> [WHAT THE TASK REQUIRES] Return all lines from the entries below in which the word "shadow" is present.

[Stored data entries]
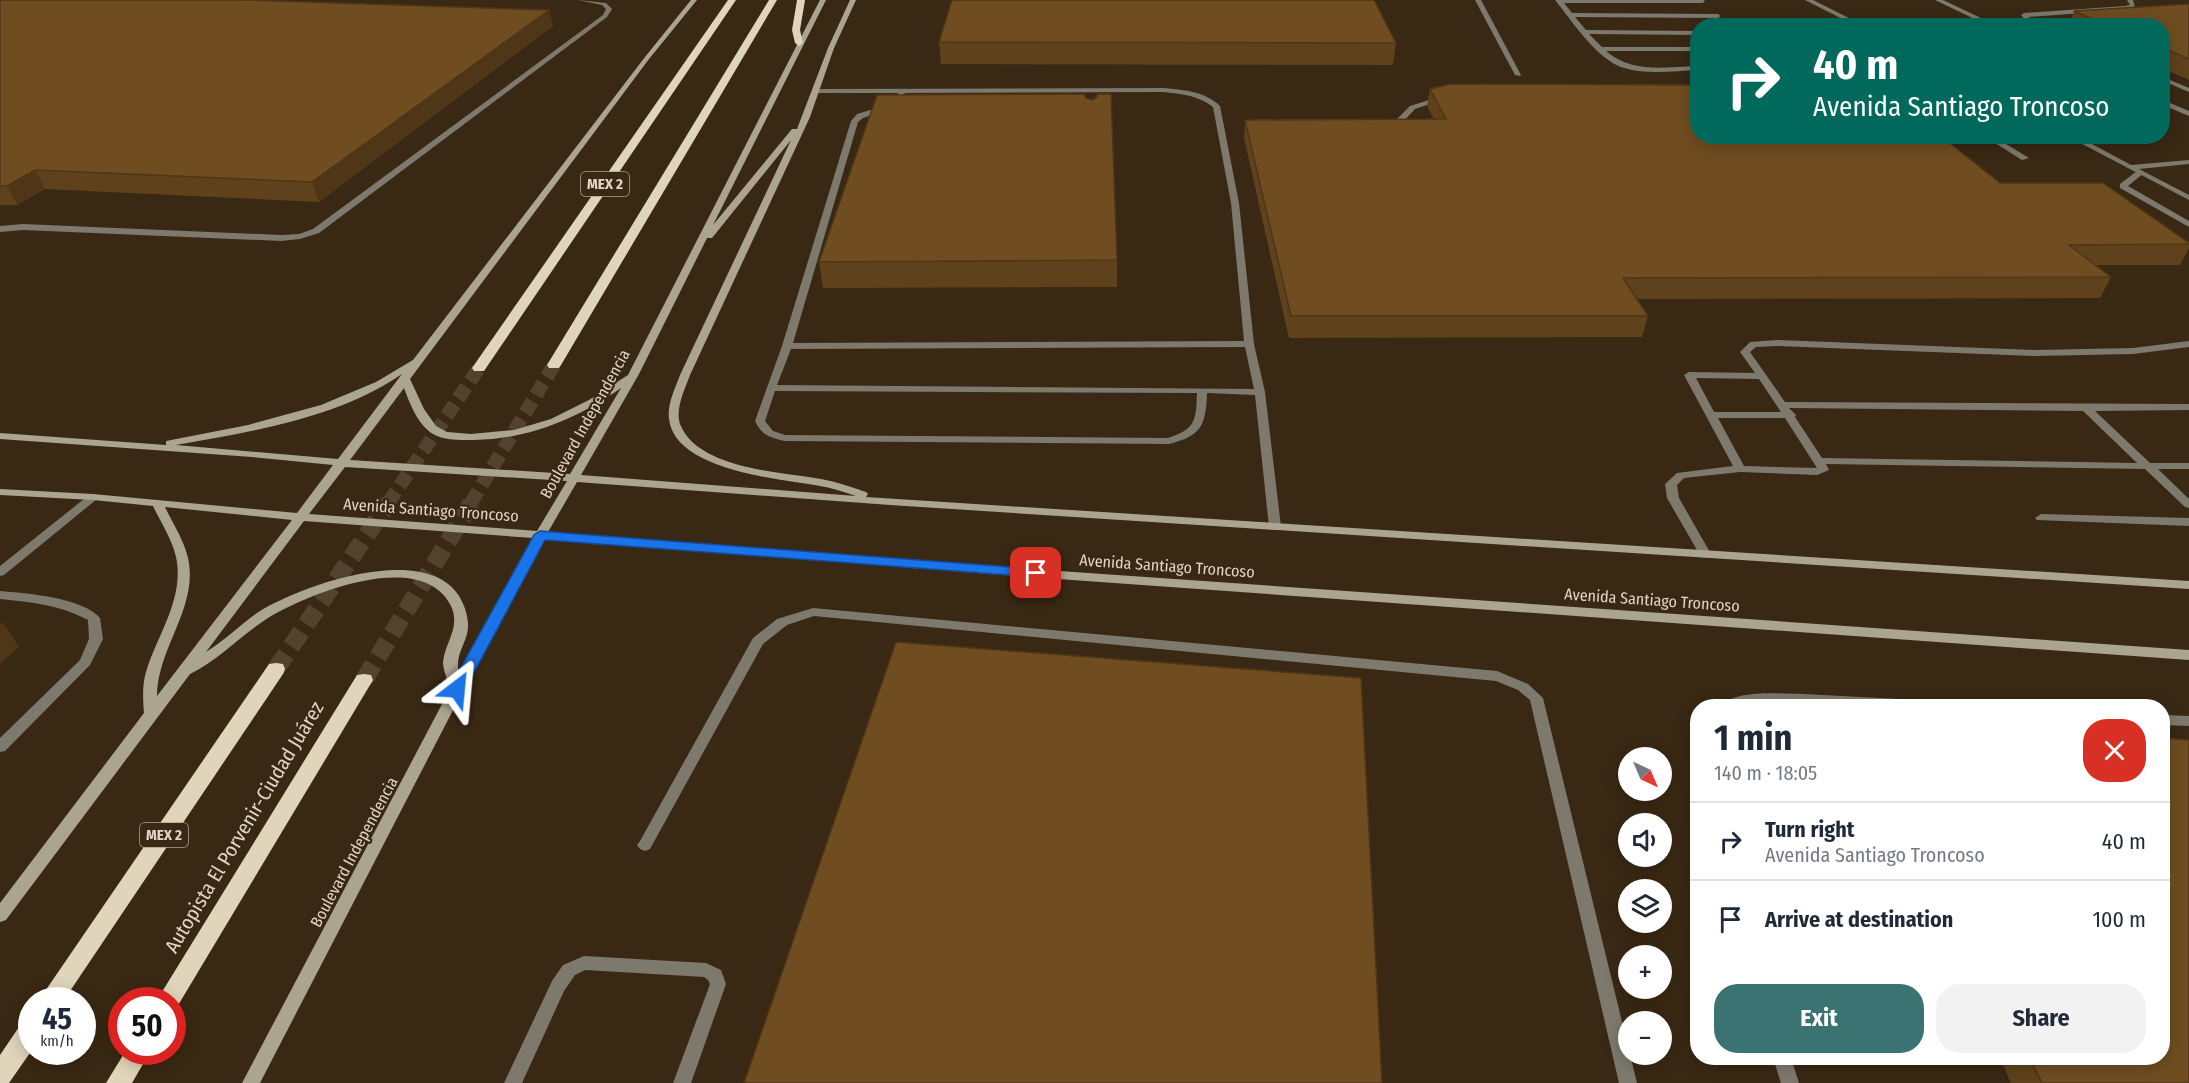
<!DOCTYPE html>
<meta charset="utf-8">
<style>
body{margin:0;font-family:"Fira Sans Condensed",sans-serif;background:#f2f2f3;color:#1f2937;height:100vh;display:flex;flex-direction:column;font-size:22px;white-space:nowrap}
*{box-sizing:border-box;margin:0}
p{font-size:20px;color:#747a83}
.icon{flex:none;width:33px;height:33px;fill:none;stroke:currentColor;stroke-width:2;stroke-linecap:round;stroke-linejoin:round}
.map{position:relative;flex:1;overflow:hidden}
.side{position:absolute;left:1690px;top:699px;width:480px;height:366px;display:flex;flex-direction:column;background:#fff;border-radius:24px;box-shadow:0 3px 15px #0003}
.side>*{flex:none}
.guide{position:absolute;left:1690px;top:18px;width:480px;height:126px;border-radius:24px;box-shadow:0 3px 15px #0003;background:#00695c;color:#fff;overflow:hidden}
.needle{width:39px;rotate:136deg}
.fabs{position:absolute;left:1618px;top:747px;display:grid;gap:12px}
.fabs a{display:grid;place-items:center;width:54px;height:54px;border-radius:50%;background:#fff;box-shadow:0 3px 15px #0003;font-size:30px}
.speed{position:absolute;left:18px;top:987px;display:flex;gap:12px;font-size:30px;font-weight:700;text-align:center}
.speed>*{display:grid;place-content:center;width:78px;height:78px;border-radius:50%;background:#fff;box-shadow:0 3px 15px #0003;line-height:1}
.speed small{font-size:15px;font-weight:400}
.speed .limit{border:9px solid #d22;background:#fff;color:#111}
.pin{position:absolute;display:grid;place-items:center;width:51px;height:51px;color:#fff;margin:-26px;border-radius:12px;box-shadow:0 3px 9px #0006}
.me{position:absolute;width:66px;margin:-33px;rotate:29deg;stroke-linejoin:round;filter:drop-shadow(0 0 4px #0008)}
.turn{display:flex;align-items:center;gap:21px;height:126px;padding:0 24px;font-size:27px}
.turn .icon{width:78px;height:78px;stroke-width:2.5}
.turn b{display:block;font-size:42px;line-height:51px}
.round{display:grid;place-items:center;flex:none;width:63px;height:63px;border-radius:24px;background:#f2f2f3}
.overview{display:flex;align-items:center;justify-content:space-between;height:102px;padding:0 24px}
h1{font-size:36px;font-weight:700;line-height:45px}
.primary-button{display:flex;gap:12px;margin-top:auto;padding:12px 24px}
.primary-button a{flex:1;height:69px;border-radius:24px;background:#3b7372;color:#fff;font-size:24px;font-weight:700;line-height:69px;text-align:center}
.primary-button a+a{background:#f2f2f3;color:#1f2937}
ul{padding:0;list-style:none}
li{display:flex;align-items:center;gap:18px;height:78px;padding:0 24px;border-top:2px solid #e0e1e3}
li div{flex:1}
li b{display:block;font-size:22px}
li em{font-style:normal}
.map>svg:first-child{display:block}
</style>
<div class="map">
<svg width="2189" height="1083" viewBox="0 0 2189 1083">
<rect width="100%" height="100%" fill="#392813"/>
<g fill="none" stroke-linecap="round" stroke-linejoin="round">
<path stroke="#52422e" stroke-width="14" stroke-dasharray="14 7" stroke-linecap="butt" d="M388 503 479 368
M471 503 554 365"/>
<path stroke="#52422e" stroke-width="18" stroke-dasharray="18 9" stroke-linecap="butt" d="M276 669 389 502
M364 680 472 502"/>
<path fill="#7d796d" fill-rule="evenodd" d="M578 0 606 3 612 9 607 17 319 233 300 239 281 241 23 230 0 232V226L23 224 281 235 299 234 313 229 603 15 606 9 602 5Z
M1475 0H1481L1521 75 1520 76 1515 75Z
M1555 0H1705L1703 3H1564L1572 13 1718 14 1721 16 1718 18 1575 17 1586 30 1698 31V35L1589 34 1602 47H1698V51H1606C1633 74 1665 67 1698 66V70C1674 71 1647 75 1624 68 1597 60 1572 21 1555 0Z
M2127 0H2133L2135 7 2125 10 2028 17 2043 26C2033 26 2027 23 2021 15L2024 13 2125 6 2130 5Z
M2163 77 2189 88V92L2163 81Z
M1163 88C1183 90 1205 91 1220 106L1239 203 1254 344 1265 392 1281 527 1279 530H1271L1269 527 1255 395 1207 393C1206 426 1201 436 1169 444L785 441C771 438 761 435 755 421L782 346 851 121 857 114 887 105 891 107 890 109 863 118 858 122 793 343 1244 341 1231 203 1213 107C1198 95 1181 94 1163 92L905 93 902 98 900 99 897 97 898 93H817L814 91 817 89ZM1245 347 1254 389 777 385 791 349ZM775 391 1197 393C1196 420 1196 429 1168 438L785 435 773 431 765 421Z
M1442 96 1446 98 1444 99 1415 109 1403 122 1396 120 1410 106Z
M1984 136H1993L2029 158 2022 160Z
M2137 171 2144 173 2128 186 2189 221V227L2120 188V184Z
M1777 340 2035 350 2133 348 2189 341V347L2133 354 2035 356 1777 346 1756 347 1750 352 1785 402 2189 404V410L2095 411 2150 463H2189V469H2158L2189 499V508L2185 507 2145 469 1826 464 1829 470 1817 475 1740 472 1684 478 1677 485 1679 498 1711 554 1705 558 1701 557 1667 498 1665 484 1677 473 1733 466 1684 375 1689 372 1755 373 1740 352 1750 342ZM1696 378 1759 379 1781 412H1714ZM1789 408 2083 411 2137 463 1822 458 1795 417 1796 415ZM1718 418H1785L1817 468 1744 466Z
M93 494 97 495 99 497 97 499 4 575 0 576V566L89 495Z
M2041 514 2189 518V526L2037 520 2035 518Z
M0 591C26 593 84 598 100 618L103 639 90 665 5 751 0 752V738L80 660 89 639 88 620C60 605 31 602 0 599Z
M813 608 1497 671 1528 684 1543 698 1637 1083H1619L1530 700 1518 690 1496 681 814 616 787 625 763 644 650 849 645 851 640 849 637 845 640 841 753 638 777 619Z
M1803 694 1938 701 1943 703 1945 706H1853L1803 704 1722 706C1735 689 1783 694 1803 694Z
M2163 715 2189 716V726L2163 725Z
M584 956 706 963 721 970 726 984 691 1083H673L706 995 710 984 708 980 704 977 585 970 575 975 564 991 522 1083H504L552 981 563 965Z
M1773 1058H1791L1799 1083H1781Z"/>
<path fill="#7d796d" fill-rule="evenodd" d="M1805 0H1813L1865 26H1856Z
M1935 0H1943L1998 26H1989Z
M2163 100 2189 111V116L2163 105Z
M2067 136H2077L2131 165 2189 160V164L2139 169 2189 195V200Z"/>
<path fill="#aba491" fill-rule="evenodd" d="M691 0H697L649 59 410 379 424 409 436 426 447 432 471 434 514 430 551 419 589 400 628 375 820 0H826L713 225 792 129H797L828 48 850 0H856L834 48 810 117 690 375C685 389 675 408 680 424 697 469 782 472 821 479 837 482 851 487 866 492L868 494 866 497 2189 581V589L890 505 577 482 548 532 989 566 2189 650V660L989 574 545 539 464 689 260 1083H242L450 689C448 681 443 670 443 662 445 642 461 627 451 606 422 547 307 594 268 618 241 635 219 660 190 674L6 920 0 922V903L144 713C143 700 142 685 146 672 157 635 185 598 176 557 172 539 161 523 153 506L93 500 0 495V489L93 494 297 513 333 465 252 457 0 439V433L166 445V441L248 425 321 405 376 382 413 360 645 57ZM791 140 680 375C675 389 667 404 669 419 675 471 781 479 820 486 832 488 844 492 856 496L581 475 639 374 707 238H712ZM402 374 338 459 176 445C250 432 339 418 402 374ZM404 388C410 404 418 425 433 434 445 441 461 440 474 440 529 439 577 419 621 388L570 474 350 460ZM345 467 567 481 537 531 309 514ZM165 507 292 520 157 696C157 648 199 607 188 558 184 540 173 524 165 507ZM304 521 533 538 459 672C454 653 469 642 468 624 468 619 466 611 464 606 438 536 300 585 257 613 240 625 225 640 206 652Z"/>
<path fill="#dfd5ba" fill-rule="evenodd" d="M728 0H736L484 371H474L472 368Z
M769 0H777L561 365 559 368H549L547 365Z
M797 0H805L800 30 803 43 799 46 795 43 792 30Z
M276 663 283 664 285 669 283 674 64 1000H39L269 664Z
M364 674 371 675 373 680 177 1007 172 1009V1000H157L357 675Z
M32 1018V1050L9 1083H0V1055L23 1021Z
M125 1052H150L132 1083H106Z"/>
</g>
<path fill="#5f421c" d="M0 0 549 10 553 26 319 202 45 189 17 205H0Z
M2189 4V80L2163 68V26H2068L2074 11Z
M939 42 1396 43 1393 65 941 64Z
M1430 89 2000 183 2189 243V248L2180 265H2095L2111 277 2100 298 1637 299 1648 316 1642 337 1289 338 1244 138 1245 120 1434 119 1427 106Z
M1117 260V287L823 288 819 262Z
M2000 1058H2163L2189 1083H2011Z"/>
<path fill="#4e3617" d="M549 10 553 26 319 202 312 182Z
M35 170 45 189 17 205 7 186Z
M3 622 19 647 0 664V624Z"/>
<path fill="#6f4d21" stroke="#4e3617" stroke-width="1.5" d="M0 0H245L549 10 312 182 35 170 7 186H0Z
M952 0H1374L1396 43 939 42Z
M2189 4V59L2163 48V26H2109L2074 11Z
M1450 84 1698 85V136H1941L2000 183H2103L2189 243V244L2069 245 2111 277 1623 278 1648 316H1291L1245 120 1446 119 1430 89Z
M1084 94 1086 98 1092 100 1097 97V94H1111L1117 260 819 262 877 95Z
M896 642 1361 678 1382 1083H744Z
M2163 738 2189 740V1083H2042L2030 1058H2163Z"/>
<path fill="#1a73e8" stroke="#114b97" stroke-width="1.5" d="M540 531 1036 569 1043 573 1036 577 545 540 463 693H452L449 689 534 535Z"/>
<g text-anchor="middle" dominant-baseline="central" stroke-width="4.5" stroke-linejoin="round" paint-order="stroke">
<g fill="#392813" stroke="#aea192" stroke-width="1.5">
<rect x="581" y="172" width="48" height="24" rx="4.5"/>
<rect x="140" y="823" width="48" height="24" rx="4.5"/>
</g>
<g font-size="15" font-weight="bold" fill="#e0d5c9">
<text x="605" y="184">MEX 2</text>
<text x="164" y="835">MEX 2</text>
</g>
<g font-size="16" fill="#e0d5c9" stroke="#392813">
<text transform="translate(585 424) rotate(-61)">Boulevard Independencia</text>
<text transform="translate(431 510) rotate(4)">Avenida Santiago Troncoso</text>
<text transform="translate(1167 566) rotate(4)">Avenida Santiago Troncoso</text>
<text transform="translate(1652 600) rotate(4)">Avenida Santiago Troncoso</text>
<text transform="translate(354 852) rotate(-62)">Boulevard Independencia</text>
</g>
<g font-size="20" fill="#e0d5c9" stroke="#392813">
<text transform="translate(244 827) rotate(-59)">Autopista El Porvenir-Ciudad Juárez</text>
</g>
</g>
</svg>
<div class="fabs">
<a><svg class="needle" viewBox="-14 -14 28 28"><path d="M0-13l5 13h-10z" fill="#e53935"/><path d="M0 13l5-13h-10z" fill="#747a83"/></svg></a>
<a><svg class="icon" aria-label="sound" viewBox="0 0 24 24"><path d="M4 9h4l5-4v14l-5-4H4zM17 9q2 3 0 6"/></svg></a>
<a><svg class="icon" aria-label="layers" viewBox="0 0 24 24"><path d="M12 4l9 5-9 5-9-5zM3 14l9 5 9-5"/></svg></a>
<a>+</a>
<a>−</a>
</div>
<div class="speed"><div>45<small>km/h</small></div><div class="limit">50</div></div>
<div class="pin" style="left:1036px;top:573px;background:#d93025"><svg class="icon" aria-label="arrive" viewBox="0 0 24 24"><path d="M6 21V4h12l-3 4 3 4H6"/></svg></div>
<svg class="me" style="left:457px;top:689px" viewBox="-20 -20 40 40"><path d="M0-17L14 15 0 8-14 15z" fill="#1a73e8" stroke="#fff" stroke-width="4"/></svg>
<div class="guide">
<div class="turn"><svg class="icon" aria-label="right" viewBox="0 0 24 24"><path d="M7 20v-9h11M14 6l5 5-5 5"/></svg><div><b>40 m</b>Avenida Santiago Troncoso</div></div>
</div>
<section class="side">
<div class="overview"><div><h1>1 min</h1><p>140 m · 18:05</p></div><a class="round" style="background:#d93025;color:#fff"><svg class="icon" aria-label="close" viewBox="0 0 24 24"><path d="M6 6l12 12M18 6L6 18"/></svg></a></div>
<ul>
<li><svg class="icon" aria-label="right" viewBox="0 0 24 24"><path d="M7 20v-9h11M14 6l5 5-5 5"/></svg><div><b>Turn right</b><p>Avenida Santiago Troncoso</p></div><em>40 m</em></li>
<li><svg class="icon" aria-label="arrive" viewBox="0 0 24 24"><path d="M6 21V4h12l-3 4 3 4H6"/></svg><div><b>Arrive at destination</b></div><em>100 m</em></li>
</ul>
<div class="primary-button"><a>Exit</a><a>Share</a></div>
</section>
</div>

> [EXERCISE SOLUTION]
.side{position:absolute;left:1690px;top:699px;width:480px;height:366px;display:flex;flex-direction:column;background:#fff;border-radius:24px;box-shadow:0 3px 15px #0003}
.guide{position:absolute;left:1690px;top:18px;width:480px;height:126px;border-radius:24px;box-shadow:0 3px 15px #0003;background:#00695c;color:#fff;overflow:hidden}
.fabs a{display:grid;place-items:center;width:54px;height:54px;border-radius:50%;background:#fff;box-shadow:0 3px 15px #0003;font-size:30px}
.speed>*{display:grid;place-content:center;width:78px;height:78px;border-radius:50%;background:#fff;box-shadow:0 3px 15px #0003;line-height:1}
.pin{position:absolute;display:grid;place-items:center;width:51px;height:51px;color:#fff;margin:-26px;border-radius:12px;box-shadow:0 3px 9px #0006}
.me{position:absolute;width:66px;margin:-33px;rotate:29deg;stroke-linejoin:round;filter:drop-shadow(0 0 4px #0008)}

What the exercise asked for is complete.